Joyce Verplank Hatton’s life has embraced community and political leadership, entrepreneurial success, love and family, and worldwide sailing adventures. Writing with courage and candor, she shares her life’s journey following a trail from a small harbor town on Lake Michigan to Aspen Colorado, New York City, Washington, D.C., and beyond, while skiing the Rockies and sailing the Caribbean. Hatton’s entrepreneurial drive became evident in 1957 when she developed the first nursery school in Western Michigan, the first child care company to go public in 1970, and the first multi-state computerized USDA child care food program in 1976. Encouraged by a supportive family and a dynamic mentor, Hatton also established herself in media ventures that included FM radio, UHF television, and cable networks. Hatton brought her leadership experience to state and national politics as well: she was a candidate for Michigan’s new State Board of Education in 1964, Republican County Chairman in President Gerald Ford’s Fifth District, and a delegate to the 1968 GOP national convention in Miami.

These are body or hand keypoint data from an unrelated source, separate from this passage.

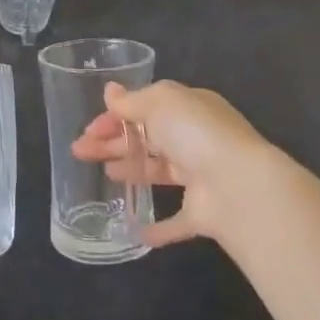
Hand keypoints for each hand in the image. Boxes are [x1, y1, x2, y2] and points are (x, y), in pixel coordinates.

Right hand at [71, 80, 290, 247]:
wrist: (238, 186)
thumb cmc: (195, 134)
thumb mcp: (160, 103)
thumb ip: (132, 101)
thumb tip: (110, 91)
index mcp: (188, 109)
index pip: (146, 108)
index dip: (115, 117)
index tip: (89, 129)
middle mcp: (195, 140)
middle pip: (148, 139)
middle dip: (113, 143)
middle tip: (80, 151)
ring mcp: (201, 177)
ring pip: (158, 172)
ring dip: (132, 171)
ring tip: (104, 176)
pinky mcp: (201, 213)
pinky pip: (175, 221)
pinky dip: (157, 227)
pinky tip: (133, 229)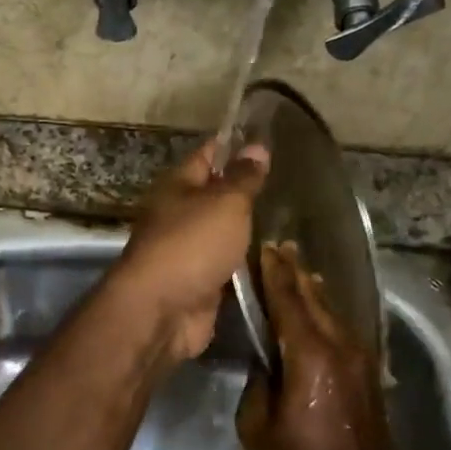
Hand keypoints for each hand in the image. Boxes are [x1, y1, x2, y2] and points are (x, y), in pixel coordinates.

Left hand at [108, 138, 269, 363]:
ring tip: (288, 216)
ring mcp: (187, 251)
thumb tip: (257, 146)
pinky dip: (245, 262)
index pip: (207, 155)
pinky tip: (274, 257)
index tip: (266, 138)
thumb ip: (243, 178)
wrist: (162, 311)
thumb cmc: (191, 244)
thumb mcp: (224, 203)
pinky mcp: (198, 283)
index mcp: (177, 186)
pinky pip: (226, 265)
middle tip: (288, 180)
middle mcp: (178, 214)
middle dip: (244, 189)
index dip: (234, 145)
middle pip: (214, 195)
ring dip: (246, 228)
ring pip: (221, 232)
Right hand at [237, 241, 398, 449]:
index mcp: (310, 357)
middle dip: (293, 271)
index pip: (288, 300)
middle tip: (277, 247)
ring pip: (332, 310)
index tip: (261, 248)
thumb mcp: (256, 428)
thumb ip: (257, 384)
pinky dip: (325, 310)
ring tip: (295, 267)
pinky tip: (317, 307)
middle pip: (314, 297)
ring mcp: (359, 360)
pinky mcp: (367, 374)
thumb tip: (264, 362)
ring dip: (311, 288)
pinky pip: (341, 328)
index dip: (272, 273)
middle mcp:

And she logged over a decade of ocean sailing, charting the course with a talented lifelong sailor. In this personal narrative, Hatton hopes to encourage other women to value independent economic status, be entrepreneurial, take risks, and march to their own drum.

The Railway Engineer

The Railway Engineer
Author: Anonim
Publsiher: Unknown
Total Pages: 466
Release: 1888
Genre: Electronic Book
ISBN: UCAL:C2622243

Download The Railway Engineer Book in PDF, Epub and Kindle

The Night of Broken Glass

The Night of Broken Glass
Author: Uta Gerhardt,Thomas Karlauf
Publsiher: John Wiley & Sons
Total Pages: 211
Release: 2021-09-11
Genre: History
ISBN: 9781509552603

Download The Night of Broken Glass Book in PDF, Epub and Kindle

November 9th 1938 is widely seen as a violent turning point in Nazi Germany’s assault on the Jews. An estimated 400 Jews lost their lives in the anti-Semitic pogrom and more than 30,000 were imprisoned or sent to concentration camps, where many were brutally mistreated. Thousands more fled their homelands in Germany and Austria, shocked by what they had seen, heard and experienced. What they took with them was not only the pain of saying farewell but also the memory of terrible scenes: attacks by mobs of drunken Nazis, public humiliations, burning synagogues, inhuman conditions in overcrowded prison cells and concentration camp barracks. The reactions of neighbours and passersby to these barbarities ranged from sympathy and aid to scorn, mockery, and abuse. In 1939 the Harvard sociologist Edward Hartshorne gathered eyewitness accounts of the Kristallnacht from hundreds of Jews who had fled, but Hartshorne joined the Secret Service shortly afterwards and the accounts he gathered were forgotten – until now. These eyewitness testimonies – published here for the first time with a Foreword by Saul Friedländer, the Pulitzer Prize historian and Holocaust survivor – paint a harrowing picture of everyday violence in one of Europe’s darkest moments. This unique and disturbing document will be of great interest to anyone interested in modern history, Nazi Germany and the historical experience of the Jews.